**About this task:** Every line in the data below that has the word "name" should be returned.
[[ Provided material, beginning ]]
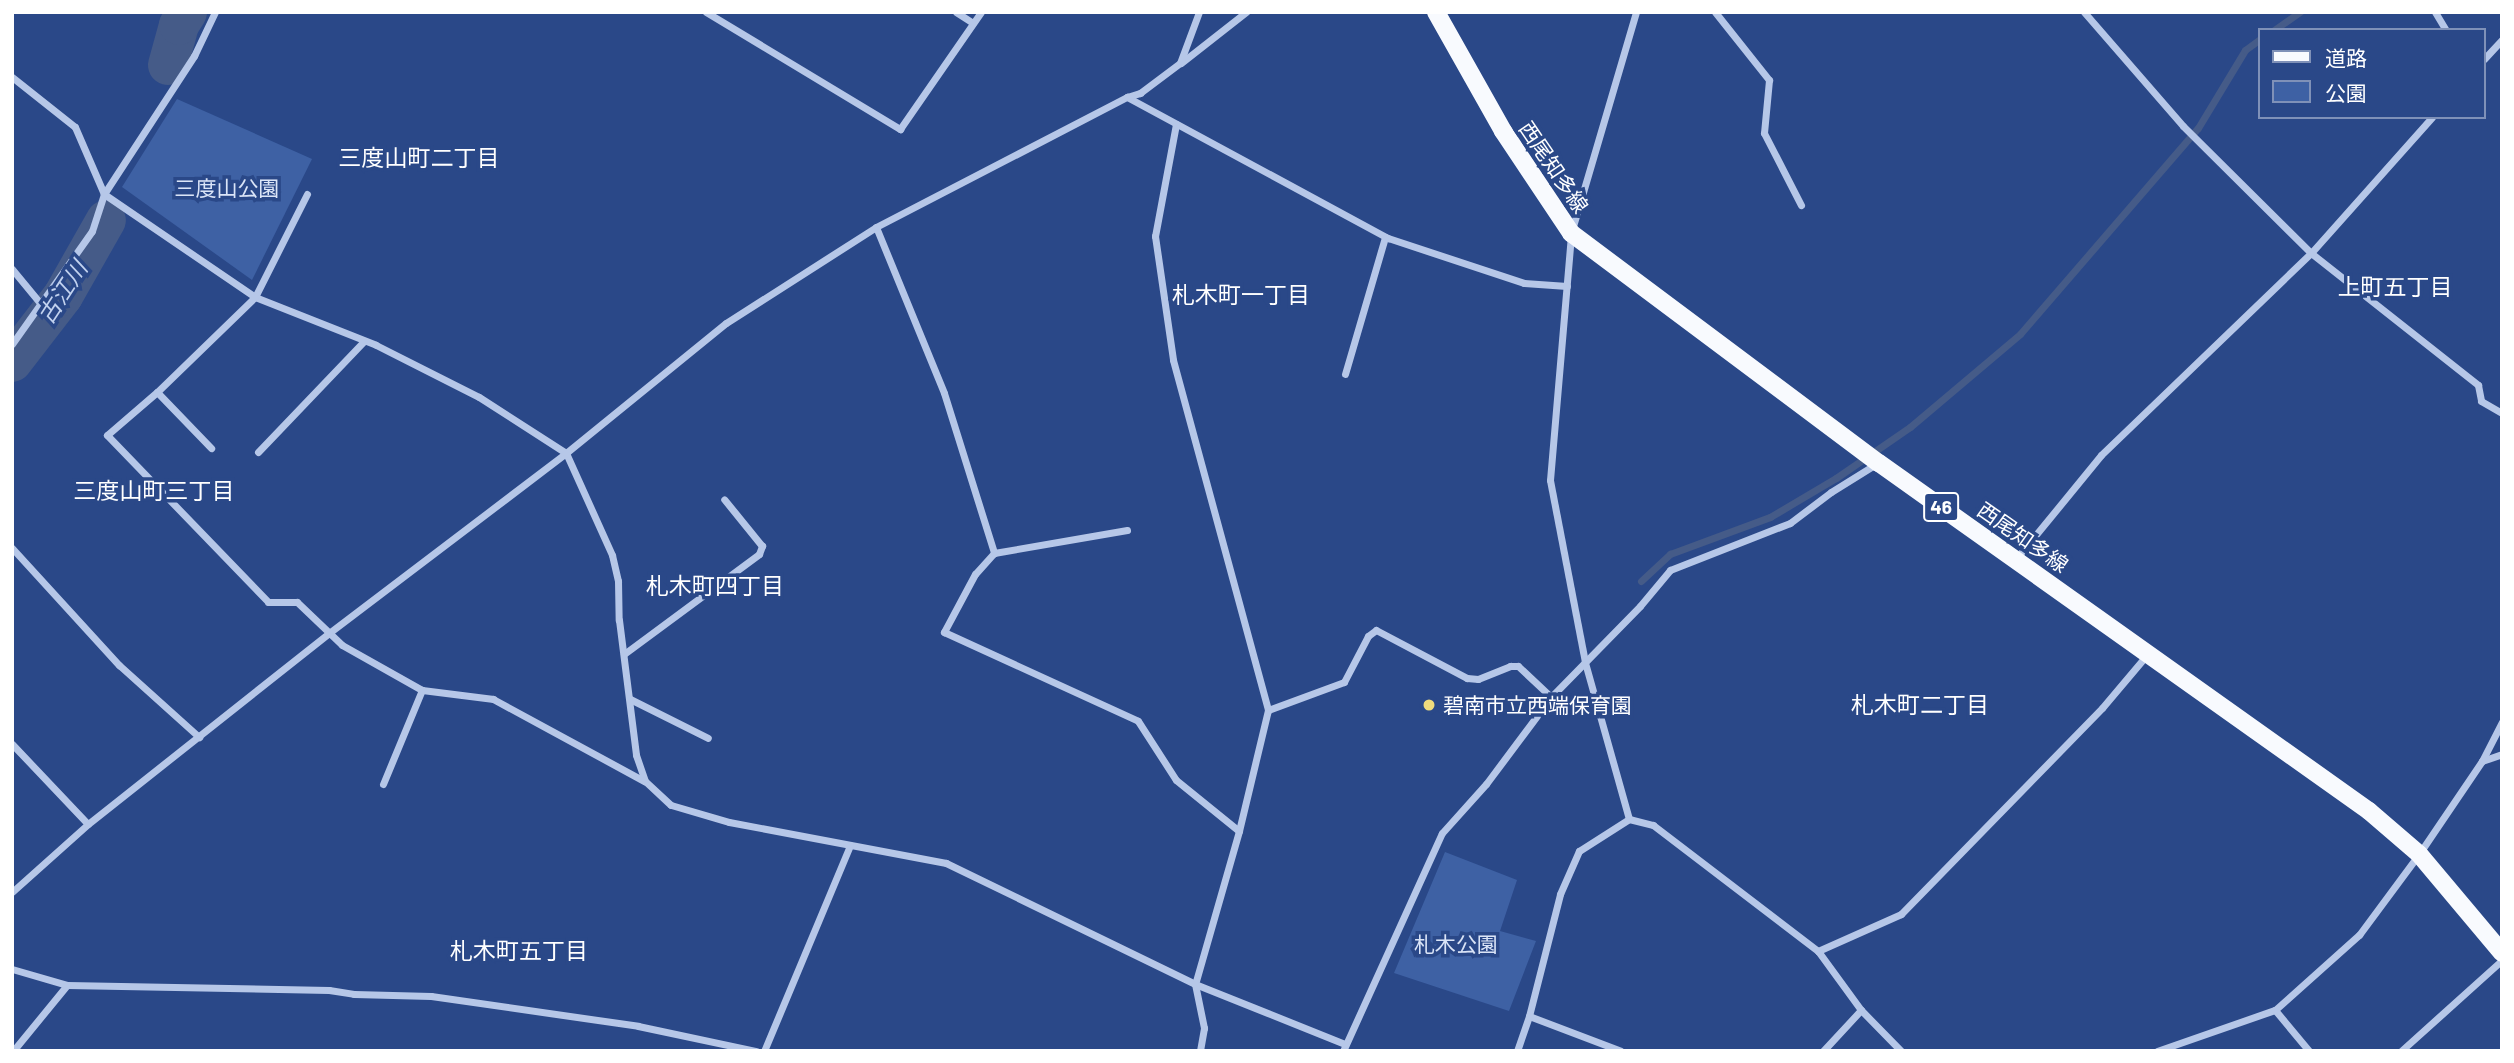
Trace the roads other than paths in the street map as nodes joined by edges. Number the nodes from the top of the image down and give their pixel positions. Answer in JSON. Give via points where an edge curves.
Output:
{"nodes":[{"id":1,"x":215,"y":12,"type":"edge"},
{"id":2,"x":706,"y":12,"type":"edge"},
{"id":3,"x":956,"y":12,"type":"edge"},
{"id":4,"x":981,"y":12,"type":"edge"},
{"id":5,"x":1199,"y":12,"type":"edge"},
{"id":6,"x":1246,"y":12,"type":"edge"},
{"id":7,"x":1436,"y":12,"type":"edge"},
{"id":8,"x":1636,"y":12,"type":"edge"},
{"id":9,"x":1715,"y":12,"type":"edge"},
{"id":10,"x":2084,"y":12,"type":"edge"},
{"id":11,"x":2435,"y":12,"type":"edge"},
{"id":12,"x":973,"y":23,"type":"junction"},
{"id":13,"x":2445,"y":28,"type":"edge"},
{"id":14,"x":2502,"y":40,"type":"edge"},
{"id":15,"x":2486,"y":57,"type":"edge"},
{"id":16,"x":1180,"y":63,"type":"junction"},
{"id":17,"x":12,"y":77,"type":"edge"},
{"id":18,"x":1126,"y":97,"type":"junction"},
{"id":19,"x":2430,"y":119,"type":"edge"},
{"id":20,"x":1176,"y":124,"type":"junction"},
{"id":21,"x":104,"y":194,"type":"junction"},
{"id":22,"x":307,"y":194,"type":"dead end"},
{"id":23,"x":1801,"y":205,"type":"dead end"},
{"id":24,"x":876,"y":227,"type":"junction"},
{"id":25,"x":1571,"y":233,"type":"junction"},
{"id":26,"x":1385,"y":237,"type":"junction"},
{"id":27,"x":2311,"y":253,"type":"junction"},
{"id":28,"x":12,"y":269,"type":"edge"},
{"id":29,"x":1567,"y":286,"type":"junction"},
{"id":30,"x":255,"y":297,"type":"junction"},
{"id":31,"x":41,"y":304,"type":"junction"},
{"id":32,"x":364,"y":341,"type":"junction"},
{"id":33,"x":12,"y":344,"type":"edge"},
{"id":34,"x":1345,"y":374,"type":"dead end"},
{"id":35,"x":157,"y":393,"type":"junction"},
{"id":36,"x":2502,"y":413,"type":"edge"},
{"id":37,"x":211,"y":448,"type":"dead end"},
{"id":38,"x":258,"y":452,"type":"dead end"},
{"id":39,"x":566,"y":453,"type":"junction"},
{"id":40,"x":1879,"y":463,"type":"junction"},
{"id":41,"x":724,"y":499,"type":"dead end"},
{"id":42,"x":1128,"y":530,"type":"dead end"},
{"id":43,"x":12,"y":548,"type":"edge"},
{"id":44,"x":994,"y":553,"type":"junction"},
{"id":45,"x":2016,"y":560,"type":"junction"},
{"id":46,"x":329,"y":633,"type":"junction"},
{"id":47,"x":2148,"y":653,"type":"junction"},
{"id":48,"x":624,"y":654,"type":"junction"},
{"id":49,"x":1585,"y":662,"type":"junction"},
{"id":50,"x":422,"y":690,"type":"junction"},
{"id":51,"x":1551,"y":697,"type":"junction"},
{"id":52,"x":630,"y":699,"type":"junction"},
{"id":53,"x":1268,"y":710,"type":"junction"},
{"id":54,"x":2502,"y":722,"type":"edge"},
{"id":55,"x":199,"y":737,"type":"junction"},
{"id":56,"x":708,"y":738,"type":"dead end"},
{"id":57,"x":12,"y":744,"type":"edge"},
{"id":58,"x":2502,"y":754,"type":"edge"},
{"id":59,"x":2482,"y":761,"type":"junction"},
{"id":60,"x":645,"y":781,"type":"junction"},
{"id":61,"x":383,"y":784,"type":"dead end"},
{"id":62,"x":1629,"y":819,"type":"junction"},
{"id":63,"x":88,"y":824,"type":"junction"},
{"id":64,"x":1239,"y":831,"type":"junction"},
{"id":65,"x":850,"y":845,"type":"junction"},
{"id":66,"x":2420,"y":854,"type":"junction"},
{"id":67,"x":12,"y":892,"type":"edge"},
{"id":68,"x":1818,"y":951,"type":"junction"},
{"id":69,"x":2502,"y":953,"type":"edge"},
{"id":70,"x":2502,"y":960,"type":"edge"},
{"id":71,"x":12,"y":969,"type":"edge"},
{"id":72,"x":1195,"y":984,"type":"junction"},
{"id":73,"x":67,"y":985,"type":"junction"},
{"id":74,"x":1861,"y":1010,"type":"junction"},
{"id":75,"x":2275,"y":1010,"type":"junction"},
{"id":76,"x":1529,"y":1016,"type":"junction"},
{"id":77,"x":1344,"y":1047,"type":"edge"},
{"id":78,"x":13,"y":1051,"type":"edge"},
{"id":79,"x":756,"y":1051,"type":"edge"},
{"id":80,"x":764,"y":1051,"type":"edge"},
{"id":81,"x":1200,"y":1051,"type":"edge"},
{"id":82,"x":1517,"y":1051,"type":"edge"},
{"id":83,"x":1621,"y":1051,"type":"edge"},
{"id":84,"x":1823,"y":1051,"type":"edge"},
{"id":85,"x":1901,"y":1051,"type":"edge"},
{"id":86,"x":2157,"y":1051,"type":"edge"},
{"id":87,"x":2309,"y":1051,"type":"edge"},
{"id":88,"x":2400,"y":1051,"type":"edge"}],
"edges":[{"from":1,"to":21,"type":"street","via":[[194,56]]},
{"from":2,"to":12,"type":"street","via":[[900,129]]},
{"from":3,"to":12,"type":"street"},
{"from":4,"to":12,"type":"street"},
{"from":5,"to":16,"type":"street"},
{"from":6,"to":16,"type":"street"},
{"from":7,"to":25,"type":"main road","name":"西尾知多線","number":"46","via":[[1503,131]]},
{"from":8,"to":25,"type":"street"},
{"from":9,"to":23,"type":"street","via":[[1769,80],[1763,133]]},
{"from":10,"to":27,"type":"street","via":[[2183,126]]},
{"from":11,"to":13,"type":"street"},
{"from":14,"to":15,"type":"street"},
{"from":16,"to":18,"type":"street","via":[[1140,93]]},
{"from":17,"to":21,"type":"street","via":[[75,127]]},
{"from":18,"to":20,"type":"street"},
{"from":18,"to":24,"type":"street"},
{"from":19,"to":27,"type":"street"},
{"from":20,"to":26,"type":"street"},
{"from":20,"to":53,"type":"street","via":[[1155,236],[1173,360]]},
{"from":21,"to":30,"type":"street"},
{"from":21,"to":31,"type":"street","via":[[92,231]]},
{"from":22,"to":30,"type":"street"},
{"from":24,"to":39,"type":"street","via":[[726,323]]},
{"from":24,"to":44,"type":"street","via":[[944,393]]},
{"from":25,"to":29,"type":"street"},
{"from":25,"to":40,"type":"main road","name":"西尾知多線","number":"46"},
{"from":26,"to":29,"type":"street","via":[[1524,283]]},
{"from":26,"to":34,"type":"street"},
{"from":27,"to":36,"type":"street","via":[[2478,385],[2481,401]]},
{"from":27,"to":45,"type":"street","via":[[2101,455]]},
{"from":28,"to":31,"type":"street"},
{"from":29,"to":49,"type":"street","via":[[1550,480]]},
{"from":30,"to":32,"type":"street"},
{"from":30,"to":35,"type":"street"},
{"from":31,"to":33,"type":"street"},
{"from":32,"to":38,"type":"street"},
{"from":32,"to":39,"type":"street","via":[[479,397]]},
{"from":35,"to":37,"type":"street"},
{"from":35,"to":46,"type":"street","via":[[107,435],[268,602],[297,602]]},
{"from":39,"to":46,"type":"street"},
{"from":39,"to":48,"type":"street","via":[[612,555]]},
{"from":40,"to":45,"type":"main road","name":"西尾知多線","number":"46"},
{"from":40,"to":49,"type":"street","via":[[1790,523],[1670,570]]},
{"from":41,"to":48,"type":"street","via":[[762,547],[759,554]]},
{"from":42,"to":44,"type":"street"},
{"from":43,"to":55,"type":"street","via":[[119,665]]},
{"from":44,"to":64,"type":"street","via":[[975,574],[944,632],[1138,721],[1175,779]]},
{"from":45,"to":47,"type":"main road","name":"西尾知多線","number":"46"},
{"from":46,"to":50,"type":"street"},
{"from":46,"to":55,"type":"street"},
{"from":47,"to":66,"type":"main road","name":"西尾知多線","number":"46","via":[[2369,811]]},
{"from":47,"to":68,"type":"street","via":[[2102,708],[1901,914]]},
{"from":48,"to":52,"type":"street"},
{"from":49,"to":51,"type":"street"},
{"from":49,"to":62,"type":"street"},
{"from":50,"to":60,"type":"street","via":[[493,699]]},
{"from":50,"to":61,"type":"street"},
{"from":51,"to":53,"type":"street","via":[[1518,666],[1467,678],[1376,630],[1368,636],[1344,682]]},
{"from":51,"to":77,"type":"street","via":[[1486,784],[1442,833]]},
{"from":52,"to":56,"type":"street"},
{"from":52,"to":60,"type":"street","via":[[636,755]]},
{"from":53,"to":64,"type":"street"},
{"from":54,"to":59,"type":"street"},
{"from":55,"to":63,"type":"street"},
{"from":57,"to":63,"type":"street"},
{"from":58,"to":59,"type":"street"},
{"from":59,"to":66,"type":"street"},
{"from":60,"to":65,"type":"street","via":[[671,805],[729,822]]},
{"from":62,"to":68,"type":"street","via":[[1653,825]]},
{"from":62,"to":76,"type":"street","via":[[1579,851],[1560,894]]},
{"from":63,"to":67,"type":"street"},
{"from":64,"to":72,"type":"street"},
{"from":65,"to":72,"type":"street","via":[[946,863]]},
{"from":65,"to":80,"type":"street"},
{"from":66,"to":69,"type":"main road","name":"西尾知多線","number":"46"},
{"from":66,"to":75,"type":"street","via":[[2359,935]]},
{"from":68,"to":74,"type":"street"},
{"from":70,"to":88,"type":"street"},
{"from":71,"to":73,"type":"street"},
{"from":72,"to":77,"type":"street"},
{"from":72,"to":81,"type":"street","via":[[1204,1028]]},
{"from":73,"to":78,"type":"street"},
{"from":73,"to":79,"type":"street","via":[[431,996],[638,1026]]},
{"from":74,"to":84,"type":"street"},
{"from":74,"to":85,"type":"street"},
{"from":75,"to":86,"type":"street"},
{"from":75,"to":87,"type":"street"},
{"from":76,"to":82,"type":"street"},
{"from":76,"to":83,"type":"street"}]}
[[ Provided material, end ]]
**Task output:**
{"from":7,"to":25,"type":"main road","name":"西尾知多線","number":"46","via":[[1503,131]]},
{"from":25,"to":40,"type":"main road","name":"西尾知多線","number":"46"},
{"from":40,"to":45,"type":"main road","name":"西尾知多線","number":"46"},
{"from":45,"to":47,"type":"main road","name":"西尾知多線","number":"46"},
{"from":47,"to":66,"type":"main road","name":"西尾知多線","number":"46","via":[[2369,811]]},
{"from":66,"to":69,"type":"main road","name":"西尾知多線","number":"46"},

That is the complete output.